Distribution Pros Cons

Desktop Launcher
(.EXE, .app, .jar+.sh)

This is the standard way of distributing desktop applications. The jMonkeyEngine SDK can be configured to automatically create zipped launchers for each operating system.

You need to offer three separate, platform-dependent downloads.

Desktop Application
(.JAR)

Platform independent desktop application.

User must have Java configured to run JARs when they are opened; or user must know how to run JARs from command line; or you must provide a custom JAR wrapper.

Web Start
(.JNLP)

The user accesses a URL, saves the game as one executable file. Easy process, no installer required. You can allow the game to be played offline.

Users need network connection to install the game. Downloading bigger games takes a while as opposed to running them from a CD.

Browser Applet
(.HTML+.JAR)

Easy to access and play game via most web browsers. Userfriendly solution for quick small games.

Game only runs in the browser. Game or settings cannot be saved to disk.
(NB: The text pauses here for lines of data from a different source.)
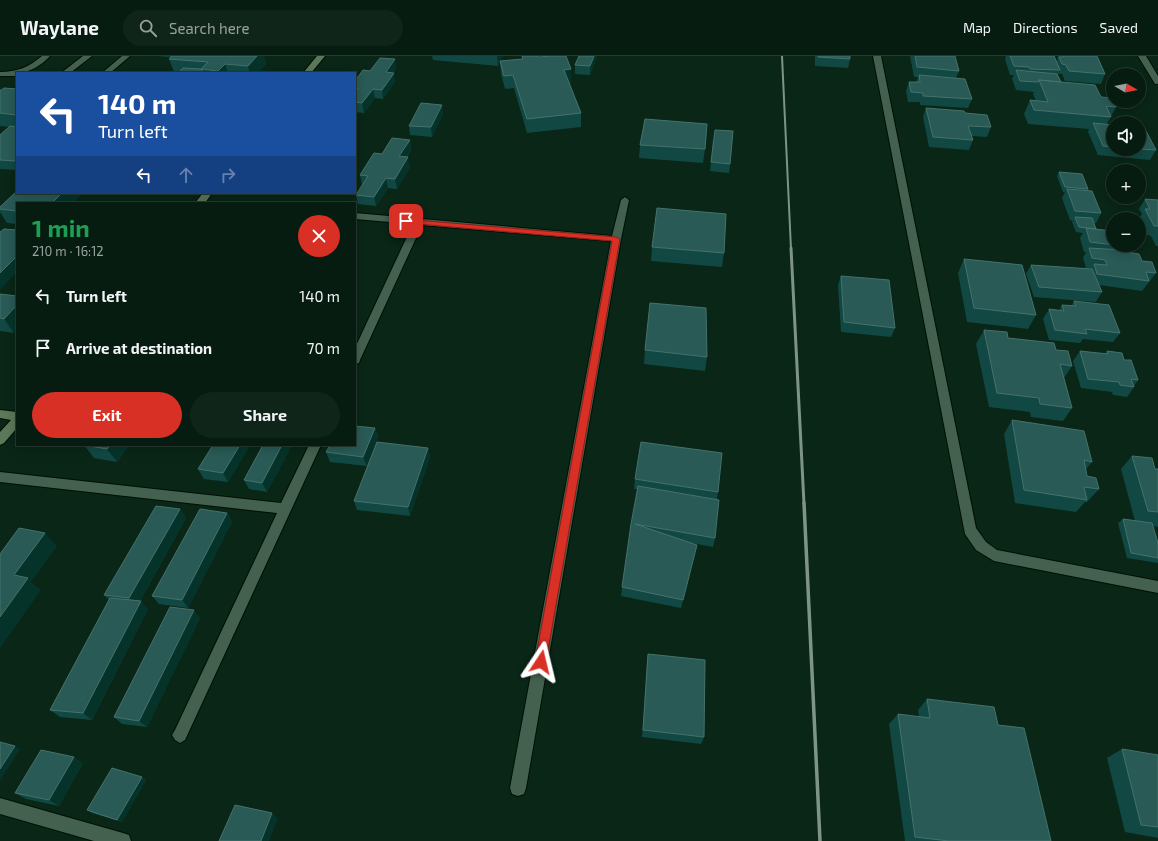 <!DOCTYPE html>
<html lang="en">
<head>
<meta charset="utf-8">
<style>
	body { margin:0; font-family:"Exo 2",sans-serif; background:#10251a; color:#f1f3f6; height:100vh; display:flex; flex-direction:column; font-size:15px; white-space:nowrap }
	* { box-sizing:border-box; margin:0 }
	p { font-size:13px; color:#98a19f }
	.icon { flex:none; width:22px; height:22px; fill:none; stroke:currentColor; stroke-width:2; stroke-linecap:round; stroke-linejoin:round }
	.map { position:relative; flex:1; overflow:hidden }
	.sheet { position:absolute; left:16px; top:146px; width:340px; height:244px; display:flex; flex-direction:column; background:#071c11; border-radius:0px; box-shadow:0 2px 10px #0003,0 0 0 1px #283a31 }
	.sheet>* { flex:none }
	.banner { position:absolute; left:16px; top:16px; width:340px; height:122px; border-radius:0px; box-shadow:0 2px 10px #0003,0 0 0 1px #283a31; background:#1a4fa0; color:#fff; overflow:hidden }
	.needle { width:26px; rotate:100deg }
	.tools { position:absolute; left:1106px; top:12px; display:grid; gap:8px }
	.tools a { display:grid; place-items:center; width:40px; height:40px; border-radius:50%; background:#071c11; box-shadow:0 2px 10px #0003,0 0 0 1px #283a31; font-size:20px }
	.pin { position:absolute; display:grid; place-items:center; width:34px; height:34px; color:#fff; margin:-17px; border-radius:8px; box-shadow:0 2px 6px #0006 }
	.me { position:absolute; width:44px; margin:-22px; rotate:10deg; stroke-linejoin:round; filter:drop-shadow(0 0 3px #0008) }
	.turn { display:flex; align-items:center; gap:14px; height:84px; padding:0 16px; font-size:18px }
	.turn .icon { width:52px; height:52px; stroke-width:2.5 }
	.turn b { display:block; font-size:28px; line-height:34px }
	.lanes { display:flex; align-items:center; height:38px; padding:0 16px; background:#0003; justify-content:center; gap:20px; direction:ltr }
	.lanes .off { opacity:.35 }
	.round { display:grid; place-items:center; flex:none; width:42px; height:42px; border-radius:21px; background:#10251a }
	.summary { display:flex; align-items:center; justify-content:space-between; height:68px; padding:0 16px }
	h1 { font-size:24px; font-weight:700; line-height:30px; color:#1e9e55 }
	.button { display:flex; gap:8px; margin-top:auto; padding:8px 16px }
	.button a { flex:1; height:46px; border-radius:24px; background:#d93025; color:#fff; font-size:16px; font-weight:700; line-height:46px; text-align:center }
	.button a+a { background:#10251a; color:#f1f3f6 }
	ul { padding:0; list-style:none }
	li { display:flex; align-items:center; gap:12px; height:52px; padding:0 16px }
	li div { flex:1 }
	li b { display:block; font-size:15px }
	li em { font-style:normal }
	header { display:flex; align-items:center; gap:24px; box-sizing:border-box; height:56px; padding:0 20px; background:#071c11; border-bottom:1px solid #283a31 }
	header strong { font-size:19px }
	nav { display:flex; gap:22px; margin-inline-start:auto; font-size:14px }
	.search { width:280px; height:36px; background:#10251a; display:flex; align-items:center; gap:10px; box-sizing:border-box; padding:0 14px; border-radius:22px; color:#98a19f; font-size:15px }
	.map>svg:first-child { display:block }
</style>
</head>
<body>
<header>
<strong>Waylane</strong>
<div class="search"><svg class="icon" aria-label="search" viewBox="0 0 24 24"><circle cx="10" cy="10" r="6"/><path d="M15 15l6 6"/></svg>Search here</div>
<nav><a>Map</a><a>Directions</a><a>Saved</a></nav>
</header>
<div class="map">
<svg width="1158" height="785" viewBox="0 0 1158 785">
	<rect width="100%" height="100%" fill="#092617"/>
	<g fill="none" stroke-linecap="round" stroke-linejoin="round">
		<defs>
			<path id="lane" d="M 42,0 L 50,0 C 42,9 29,17 17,17 L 17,20 L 0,20 L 0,16 C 17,16 29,11 42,0 Z
				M 83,0 L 92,0 L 70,17 L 61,17 Z
				M 122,0 L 130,0 L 110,17 L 102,17 Z"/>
			<path id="street" d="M 873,0 L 881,0 L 976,472 L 986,486 L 997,494 L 1158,525 L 1158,537 L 994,505 L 976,494 L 965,478 Z
				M 1138,0 L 1146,0 L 1158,20 L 1158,28 L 1155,28 Z
				M 625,141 L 629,144 L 621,183 L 526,732 L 524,738 L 518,740 L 512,738 L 510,732 L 611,185 L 422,169 L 360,304 L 359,307 L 355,308 L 355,292 L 413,168 L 355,163 L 355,157 L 612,180 L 621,144 Z
				M 309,389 L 321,389 L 185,684 L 180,687 L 175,684 L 172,679 L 175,674 L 277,457 L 0,426 L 0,416 L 281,447 Z
				M 0,742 L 123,777 L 129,779 L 131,785 L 94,785 L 0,758 Z"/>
			<path id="secondary" d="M 317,0 L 325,0 L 311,17 L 303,17 Z
				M 203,137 L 212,137 L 205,147 L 195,147 Z
				M 0,354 L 17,356 L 17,372 L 4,387 L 0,389 L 0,376 L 11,364 L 0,362 Z"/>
		</defs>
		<use href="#lane" stroke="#000f04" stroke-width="2"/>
		<use href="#street" stroke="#000f04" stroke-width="2"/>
		<use href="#secondary" stroke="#000f04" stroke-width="2"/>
		<use href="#lane" fill="#44614f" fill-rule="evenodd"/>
		<use href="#street" fill="#44614f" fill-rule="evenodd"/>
		<use href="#secondary" fill="#5b7859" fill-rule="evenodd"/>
		<path stroke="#7d9487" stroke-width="2" d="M 782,0 L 791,193"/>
		<path stroke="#7d9487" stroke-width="3" d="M 791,192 L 804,448"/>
		<path stroke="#7d9487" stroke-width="3.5" d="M 804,447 L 820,785"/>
	</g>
	<path fill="#124843" d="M 157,0 L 264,0 L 266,8 L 258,17 L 178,17 L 178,16 L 174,16 L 169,3 L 170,1 Z
		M 432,0 L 503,0 L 500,5 L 522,3 L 522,0 L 538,1 L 571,26 L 569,27 L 581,57 L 581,71 L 527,77 L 514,32 L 505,33 L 501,18 L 500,5 L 498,10 L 433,4 Z
		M 597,0 L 590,19 L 575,18 L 575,9 Z
		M 815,0 L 850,0 L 850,3 L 848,12 L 815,10 Z
		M 910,0 L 955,0 L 959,15 L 956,22 L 972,43 L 968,52 L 920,49 L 920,46 L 908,46 L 906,35 L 909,26 L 916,26 L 918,21 L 914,21 Z
		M 1006,0 L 1054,0 L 1057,5 L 1058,0 L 1097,0 L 1105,18 L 1101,28 L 1065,25 L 1062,18 L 1058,18 L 1058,19 L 1061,26 L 1101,41 L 1116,51 L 1107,68 L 1113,69 L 1113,93 L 1139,93 L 1156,94 L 1150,104 L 1098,99 L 1088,76 L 1089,73 L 1028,68 L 1024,58 L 1030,44 L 1036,45 L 1033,38 L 1034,36 L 1016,34 L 1012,23 L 1014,19 L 1010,19 L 1005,3 Z
		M 396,12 L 393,17 L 395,26 L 383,43 L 375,42 L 364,57 L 355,56 L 355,25 L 370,15 Z
		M 0,32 L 1,34 L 17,33 L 17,114 L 0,113 L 0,79 L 10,71 L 0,70 Z
		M 926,52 L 965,57 L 991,71 L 987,81 L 971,80 L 973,84 L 969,94 L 929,91 L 923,61 Z
		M 443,58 L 432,81 L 410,79 L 409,70 Z
		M 713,83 L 730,108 L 729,117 L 710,115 Z
		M 410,84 L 411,93 L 407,101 L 410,111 L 397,133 L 388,132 L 376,150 L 358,148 L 356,139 L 362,129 L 360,119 L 382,98 Z
		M 640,89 L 705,93 L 703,107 L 639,102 Z
		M 1059,116 L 1088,133 L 1088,134 L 1101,157 L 1096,167 L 1094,167 L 1096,173 L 1130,191 L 1127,197 L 1142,205 L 1156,217 L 1142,235 L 1099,229 L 1102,236 L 1096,246 L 1034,241 L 1026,218 L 1031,209 L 1091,213 L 1091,212 L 1086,212 L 1083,202 L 1086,196 L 1084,196 L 1080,182 L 1083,177 L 1076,176 L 1072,166 L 1073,165 L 1070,164 L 1062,142 L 1065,136 L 1063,136 L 1057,120 Z
		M 1145,143 L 1158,144 L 1158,190 L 1156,190 L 1151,180 L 1147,179 L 1139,162 L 1142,158 L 1139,153 Z
		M 17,147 L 17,168 L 7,167 L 0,156 L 0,151 Z
		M 652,191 L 724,197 L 722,211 L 651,205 Z
		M 964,203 L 1036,259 L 1028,273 L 967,266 L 958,217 Z
		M 841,220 L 895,272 L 891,281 L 841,276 L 838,229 Z
		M 0,238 L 14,277 L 0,275 Z
		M 1074,245 L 1120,277 L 1113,286 L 1083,283 L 1080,287 L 1049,284 L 1043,263 L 1049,253 L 1059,254 L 1062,249 L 1071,250 Z
		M 984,274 L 1008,282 L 1056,294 L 1072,310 L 1064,322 L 1072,352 L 1063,365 L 1031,361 L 1030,356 L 989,351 L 976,288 Z
		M 645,294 L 707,301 L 705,315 L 644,308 Z
		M 1080,295 L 1105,298 L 1107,295 L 1124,304 L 1138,324 L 1134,330 L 1134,331 L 1127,341 L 1113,339 L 1112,336 L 1081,332 L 1073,305 Z
		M 1012,364 L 1092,406 L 1086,413 L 1087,420 L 1099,433 L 1087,446 L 1085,446 L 1076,456 L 1015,447 L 1004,378 Z
		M 375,372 L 378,381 L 367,410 L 330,406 L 326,396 Z
		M 84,389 L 129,389 L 117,406 L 94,402 Z
		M 213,389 L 250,389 L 228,426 L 204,423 L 198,413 Z
		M 263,389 L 292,389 L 267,436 L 249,433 L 244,424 Z
		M 428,392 L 430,401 L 410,460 L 357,454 L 354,445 Z
		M 1132,400 L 1155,413 L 1158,413 L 1158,471 L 1153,470 L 1158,487 L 1158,507 L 1127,502 L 1118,467 L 1123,463 L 1135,465 L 1121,413 Z
		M 635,423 L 718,436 L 717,443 L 715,482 L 713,491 L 692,487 L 695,497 L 681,552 L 621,540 L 622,531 L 638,433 L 634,433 Z
		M 180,453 L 186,462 L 140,545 L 148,553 L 92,664 L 60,661 L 50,654 L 109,544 L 104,539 Z
		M 227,457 L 232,466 L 188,552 L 159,548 L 152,540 Z
		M 200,562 L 147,671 L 122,668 L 114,661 Z
		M 648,598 L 704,681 L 701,688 L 642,681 L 647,606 Z
		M 927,643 L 998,669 L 1051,785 L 905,785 L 889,668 L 898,658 L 919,661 L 918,654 Z
		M 1122,693 L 1158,699 L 1158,782 L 1125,776 L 1107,702 Z
		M 83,707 L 59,750 L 26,743 L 15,737 Z
		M 142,721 L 146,724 L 122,766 L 92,757 L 87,754 Z"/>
	<path fill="#05332a" d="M 257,0 L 264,0 L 266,8 L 258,17 L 250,17 L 248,10 Z
		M 497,0 L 503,0 L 498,10 Z
		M 594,0 L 597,0 L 590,19 L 590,10 Z
		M 395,3 L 396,12 L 387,25 L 386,16 Z
		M 225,8 L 228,17 L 219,17 L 218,15 Z
		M 571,13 L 571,26 L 564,27 L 564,14 Z
		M 394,17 L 395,26 L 383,43 L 382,34 Z
		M 373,33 L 375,42 L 364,57 L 362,47 Z
		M 442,49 L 443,58 L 432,81 L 431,71 Z
		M 410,84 L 411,93 L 401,110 L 399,100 Z
		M 408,101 L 410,111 L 397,133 L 395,123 Z
		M 386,122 L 388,132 L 376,150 L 374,141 Z
		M 62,137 L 83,137 L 73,147 L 52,147 Z
		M 17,200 L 17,216 L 0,234 L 0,217 Z
		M 17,249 L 17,274 L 14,277 L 4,263 Z
		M 375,372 L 378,381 L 367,410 L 363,401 Z
		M 110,389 L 129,389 L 117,406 L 107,393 Z
		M 240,389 L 250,389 L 228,426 L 223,417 Z
		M 282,389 L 292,389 L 267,436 L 262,427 Z
		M 428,392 L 430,401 L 410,460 L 408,451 Z
		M 180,453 L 186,462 L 137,550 L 129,542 Z
		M 227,457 L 232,466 L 188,552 L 182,544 Z
		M 45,477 L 57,490 L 31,526 L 41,534 L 0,592 L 0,561 L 14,519 Z
		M 141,545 L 148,553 L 92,664 L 83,657 Z
		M 194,554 L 200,562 L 147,671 L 139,665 Z
		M 15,690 L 20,693 L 0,725 L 0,713 Z
		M 74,701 L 83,707 L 59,750 L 49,744 Z
		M 142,721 L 146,724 L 122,766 L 117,764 Z
		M 272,757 L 278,762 L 269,785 L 261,785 Z"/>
	<path fill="#295a55" stroke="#45726c" d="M 172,0 L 257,0 L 248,10 L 225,8 L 218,15 L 201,13 L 208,6 L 169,3 Z
		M 522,0 L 537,0 L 538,1 L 551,0 L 566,0 L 571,13 L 564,14 L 581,57 L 527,63 L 513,19 L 504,20 L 500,5 L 523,3 Z
		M 579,0 L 594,0 L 590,10 L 575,9 Z
		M 818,0 L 850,0 L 850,3 L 818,1 Z
		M 915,0 L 955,0 L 959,15 L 917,11 Z
		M 1010,0 L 1054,0 L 1060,14 L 1030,13 L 1029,11 L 1014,10 Z
		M 1063,0 L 1097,0 L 1105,18 L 1069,15 L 1066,9 L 1062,8 L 1059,1 L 1063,1 Z
		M 380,2 L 395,3 L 386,16 L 394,17 L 382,34 L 373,33 L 362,47 L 355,46 L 355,35 L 358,32 L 355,31 L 355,25 L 363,14 L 370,15 Z
		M 183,12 L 202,13 L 202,17 L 178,17 Z
		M 1016,14 L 1057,18 L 1061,26 L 1039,24 L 1038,26 L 1020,25 Z
		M 919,19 L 965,23 L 972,43 L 923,40 L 923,37 L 911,36 L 909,26 L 920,26 Z
		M 1039,24 L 1095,29 L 1101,41 L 1112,42 L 1116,51 L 1106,50 L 1111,61 L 1034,54 L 1030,44 L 1048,46 Z
		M 4,32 L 17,33 L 17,59 L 0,57 L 0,35 Z
		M 421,47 L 442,49 L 431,71 L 409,70 Z
		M 926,52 L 964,55 L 965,57 L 987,59 L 991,71 L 968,70 L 973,84 L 933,81 Z
		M 645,63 L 707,68 L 705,93 L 640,89 Z
		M 1093,67 L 1113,69 L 1113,91 L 1103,90 Z
		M 10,70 L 17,71 L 17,104 L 16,105 L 0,104 L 0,79 Z
		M 1139,71 L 1144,71 L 1156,94 L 1139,93 Z
		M 715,74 L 733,75 L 730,108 L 711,106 Z
		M 392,82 L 410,84 L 399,100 L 408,101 L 395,123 L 386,122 L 374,141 L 356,139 L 368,120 L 360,119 L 374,97 L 382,98 Z
		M 1059,116 L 1082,118 L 1088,133 L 1065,131 Z
		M 1067,133 L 1092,135 L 1101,157 L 1075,155 Z
		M 17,135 L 17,137 L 62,137 L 52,147 L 17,147 L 17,155 L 0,153 L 0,151 Z
		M 1145,143 L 1158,144 L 1158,170 L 1154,170 L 1145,153 L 1150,153 Z
		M 657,152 L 726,158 L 724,197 L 652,191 Z
		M 1075,161 L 1092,162 L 1096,173 L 1079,171 Z
		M 1086,172 L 1113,175 L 1113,189 L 1129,189 L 1130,191 L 1090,186 Z
		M 4,173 L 17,174 L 17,200 L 0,217 L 0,176 Z
		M 1089,192 L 1125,194 L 1126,196 L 1139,198 L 1142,205 L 1152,206 L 1156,217 L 1146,216 L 1149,225 L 1097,218 L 1094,208 L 1107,209 L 1105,204 L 1092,202 Z
		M 964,203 L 1022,209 L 1036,259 L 974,252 Z
		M 1031,209 L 1092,213 L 1102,236 L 1039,231 Z
		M 841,220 L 889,224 L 895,272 L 844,266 Z
		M 0,238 L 17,240 L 17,249 L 4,263 L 0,262 Z
		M 1074,245 L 1109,249 L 1120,277 L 1085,273 L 1087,278 L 1055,274 L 1049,253 L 1064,255 L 1062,249 L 1076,250 Z
		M 650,247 L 706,252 L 707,301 L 645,294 Z
		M 984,274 L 1007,276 L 1008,282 L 1054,287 L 1056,294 L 1068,295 L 1072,310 L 1060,308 L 1072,352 L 1040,348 L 1039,342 L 997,337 Z
		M 1080,295 L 1108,298 L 1107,295 L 1122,297 L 1124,304 L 1131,304 L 1138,324 L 1131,323 L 1134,331 L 1120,329 L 1119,326 L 1088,323 Z
		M 1012,364 L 1084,375 L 1092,406 L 1084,404 L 1087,420 L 1096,422 L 1099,433 L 1084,431 L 1087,444 L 1024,434 Z
		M 355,370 L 375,372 L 363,401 L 326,396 L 330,389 L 355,389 Z
		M 377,386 L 428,392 L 408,451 L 354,445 Z
		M 641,386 L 722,397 L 718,436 L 635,423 Z
		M 84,389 L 110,389 L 107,393 Z
		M 213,389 L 240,389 L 223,417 L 198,413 Z
		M 263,389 L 282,389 L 262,427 L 244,424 Z
		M 1132,400 L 1152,402 L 1155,413 L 1158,413 L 1158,456 L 1148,455 Z
		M 638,430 L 719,444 L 715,482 L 635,468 L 697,489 L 683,544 L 622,531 L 631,468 Z
		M 156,450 L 180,453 L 129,542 L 104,539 Z
		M 200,453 L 227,457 L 182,544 L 152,540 Z
		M 1123,463 L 1152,467 L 1158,487 L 1158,502 L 1131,497 Z
		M 19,472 L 45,477 L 14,519 L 28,522 L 0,561 L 0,498 Z
		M 110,542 L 141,545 L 83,657 L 50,654 Z
		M 170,551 L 194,554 L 139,665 L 114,661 Z
		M 648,598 L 705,604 L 704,681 L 643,674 Z
		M 927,643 L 994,651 L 998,669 L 1024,672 L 1051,785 L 949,785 L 915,781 L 898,658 L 930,662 Z
		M 0,686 L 15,690 L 0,713 Z
		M 1122,693 L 1158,699 L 1158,771 L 1141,769 Z
		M 41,694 L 74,701 L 49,744 L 15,737 Z
		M 112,712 L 142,721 L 117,764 L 87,754 Z
		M 235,749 L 272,757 L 261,785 L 219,785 Z"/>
	<path fill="#d93025" stroke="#8d1f18" d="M 404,163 L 616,181 L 620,183 L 546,606 L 545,610 L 541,612 L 537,610 L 535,606 L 612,185 L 406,167 L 403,165 Z"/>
</svg>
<div class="tools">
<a><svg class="needle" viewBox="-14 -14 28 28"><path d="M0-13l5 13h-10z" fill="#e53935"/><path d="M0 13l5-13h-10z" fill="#98a19f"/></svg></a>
<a><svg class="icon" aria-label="sound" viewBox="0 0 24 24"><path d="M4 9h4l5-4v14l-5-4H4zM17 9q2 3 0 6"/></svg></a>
<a>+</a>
<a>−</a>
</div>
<div class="pin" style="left:406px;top:165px;background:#d93025"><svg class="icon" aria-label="arrive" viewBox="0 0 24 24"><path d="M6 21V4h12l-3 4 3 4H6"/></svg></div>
<svg class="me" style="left:541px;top:606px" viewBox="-20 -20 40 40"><path d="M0-17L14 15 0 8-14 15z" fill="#d93025" stroke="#fff" stroke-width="4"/></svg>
<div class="banner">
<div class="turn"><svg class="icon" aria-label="left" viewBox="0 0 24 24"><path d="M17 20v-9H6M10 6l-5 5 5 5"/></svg><div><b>140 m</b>Turn left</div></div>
<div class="lanes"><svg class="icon" aria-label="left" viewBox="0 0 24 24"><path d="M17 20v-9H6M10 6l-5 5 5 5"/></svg><svg class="icon off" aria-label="ahead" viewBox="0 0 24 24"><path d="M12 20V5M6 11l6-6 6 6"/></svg><svg class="icon off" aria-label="right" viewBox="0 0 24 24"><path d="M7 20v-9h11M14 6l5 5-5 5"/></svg></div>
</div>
<section class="sheet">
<div class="summary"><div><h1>1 min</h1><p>210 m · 16:12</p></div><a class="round" style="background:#d93025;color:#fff"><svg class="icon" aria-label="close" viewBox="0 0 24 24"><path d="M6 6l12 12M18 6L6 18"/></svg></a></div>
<ul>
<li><svg class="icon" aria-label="left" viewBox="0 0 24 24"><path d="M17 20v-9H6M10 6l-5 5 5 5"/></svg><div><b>Turn left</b></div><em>140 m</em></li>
<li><svg class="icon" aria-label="arrive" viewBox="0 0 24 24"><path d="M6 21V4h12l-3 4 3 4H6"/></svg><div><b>Arrive at destination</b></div><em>70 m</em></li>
</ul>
<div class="button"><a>Exit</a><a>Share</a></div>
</section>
</div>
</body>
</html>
Some restrictions in default camera navigation (jME cannot capture mouse.)

Android
(.APK)

Game runs on Android devices.

Android devices do not support post-procesor effects.

Which ever method you choose, a Java-Application works on the main operating systems: Windows, Mac OS, Linux, Android.

The distribution appears in a newly generated dist directory inside your project directory. These are the files that you upload or burn to CD to distribute to your customers.